TV clip implantation failed in 5 of 117 patients (4%) due to insufficient echo view (n = 1), excessive rete chiari (n = 1), chordal clip entrapment (n = 1), or inability to reduce TR despite successful clip placement between the anterior and posterior TV leaflets (n = 2). In the remaining patients, a total of 185 clips were implanted at the anteroseptal commissure in 107 of 117 patients (92%) and a total of 34 clips at the posteroseptal commissure in 31 of 117 patients (27%) (Table 3, Online Table 3). Overall cohort procedural success of transcatheter TR repair could be achieved in 81% of patients with 25 of 117 patients (22%) demonstrating residual TR grade 3+ and 4+ (Table 3, Online Table 3). Median vena contracta (VC) of TR was reduced from 9 mm (IQR: 7 to 11 mm) to 5 mm (IQR: 3 to 7 mm) (p < 0.01) and median TR EROA from 0.5 cm2 (IQR: 0.3 to 0.7 cm2) to 0.2 cm2 (IQR: 0.1 to 0.3 cm2) (p < 0.01), whereas median TAPSE (16 mm [IQR: 13 to 20 mm] vs. 16 mm [IQR: 13 to 20 mm]; p = 0.79) and median TR jet maximal pressure gradients (39 mm Hg [IQR: 28 to 49 mm Hg] vs. 35 mm Hg [IQR: 28 to 40 mm Hg]; p = 0.63) were unchanged. Three of 74 patients (4%) showed residual MR grade 3+ despite successful mitral clip implantation before discharge. Hence, overall MR improvement was achieved in 96% of TMTVR cases (Online Table 3).
Symptoms and clinical outcomes during follow-up
During a median of 184 days of follow-up, 24 of 114 patients (21%) died, and 21 of 114 patients (18%) were readmitted to hospital for decompensated HF, whereas the combined endpoint was reached in 35 of 114 patients (31%) (Online Table 4). Cardiac death occurred in 10 of 24 patients (42%). Causes of cardiac death were progressive HF (n = 8), ST-segment elevation myocardial infarction (n = 1), and endocarditis (n = 1). A noncardiac cause of death was identified in 6 patients (sepsis in 4 patients, and stroke and gastrointestinal bleeding in 1 patient each). Cause of death remained unknown in 8 patients. Two patients died in-hospital (in-hospital mortality 1.7%) with 1 patient experiencing malignant stroke 7 days after successful isolated TTVR, and another patient experiencing progressive HF following combined TMTVR without reduction in MR and TR because of massive annular dilatation. Another 2 patients died within 30 days after hospital discharge: 1 patient died for unknown reason 15 days after successful combined TMTVR, and 1 patient with severely impaired LV function died from progressive HF 24 days after combined TMTVR with successful MR reduction from severe to mild but without TR reduction (30-day mortality 3.4%).

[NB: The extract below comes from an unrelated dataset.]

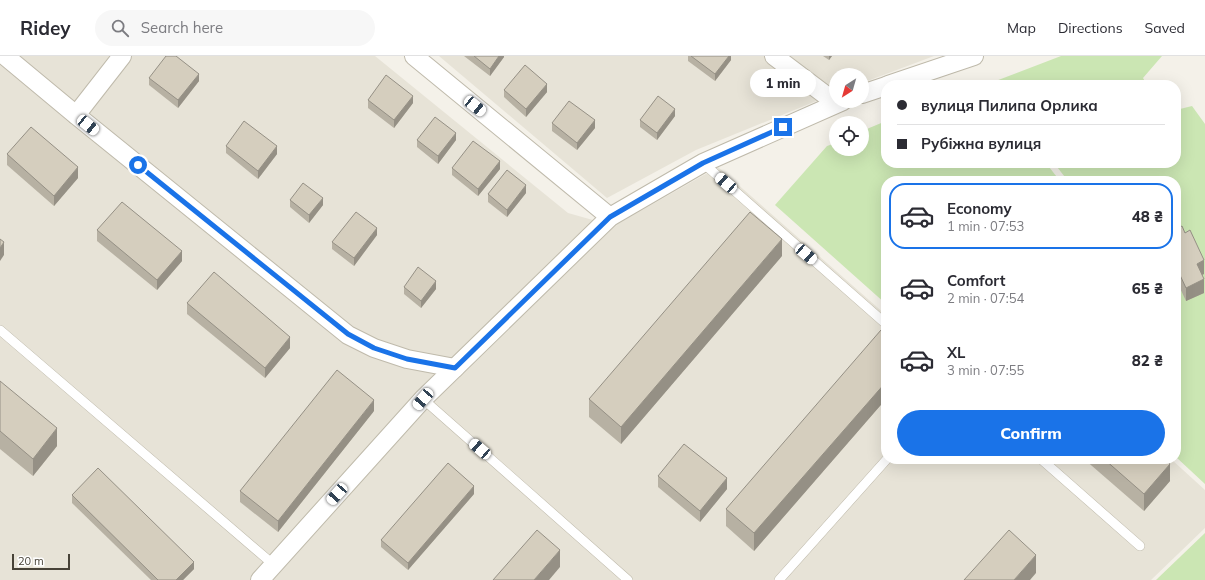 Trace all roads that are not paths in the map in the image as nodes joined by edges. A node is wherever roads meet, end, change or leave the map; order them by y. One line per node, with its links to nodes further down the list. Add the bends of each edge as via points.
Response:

Patients reaching the combined clinical endpoint did not differ in baseline characteristics from patients not experiencing an event (n = 82), except for a slightly lower body mass index (p = 0.04) (Table 1). Echocardiographic parameters did not differ between patients with and without a clinical event. Patients reaching the combined clinical endpoint were less likely to experience successful transcatheter TR repair (60% vs. 89%; p < 0.01) and demonstrated more severe residual TR (p < 0.01) (Table 3). No differences were observed between the clinical endpoint rates in patients with isolated TTVR (n = 43) and TMTVR (n = 74) (Online Table 4). When compared with patients with isolated TTVR, patients with TMTVR were less likely to be female (34% vs. 61%; p = 0.01), were more likely to be in a higher NYHA functional class (p = 0.03), had more often HF with reduced ejection fraction (41% vs. 21%; p = 0.04) and displayed more severe MR (p < 0.01) (Online Table 1). Improvement of NYHA functional class was observed in 76% of patients at their last follow-up with patients experiencing a clinical event being significantly more often in NYHA functional class III to IV (57% vs. 25%; p < 0.01). Although a higher percentage of patients with TMTVR experienced an improvement in NYHA functional class (84% vs. 64%; p = 0.02), overall improvement in NYHA grades was independent from concomitant mitral valve repair (p for interaction = 0.16). In patients with 6-min walk test at baseline and at least 1 follow-up visit (n = 89), covered median distance improved significantly by 29% (from 189 m [IQR: 119 to 311 m] to 244 m [IQR: 164 to 374 m]; p < 0.01), and 72% of patients experienced an improvement of at least 25 m. No impact of concomitant mitral valve repair was observed (p for interaction = 0.52).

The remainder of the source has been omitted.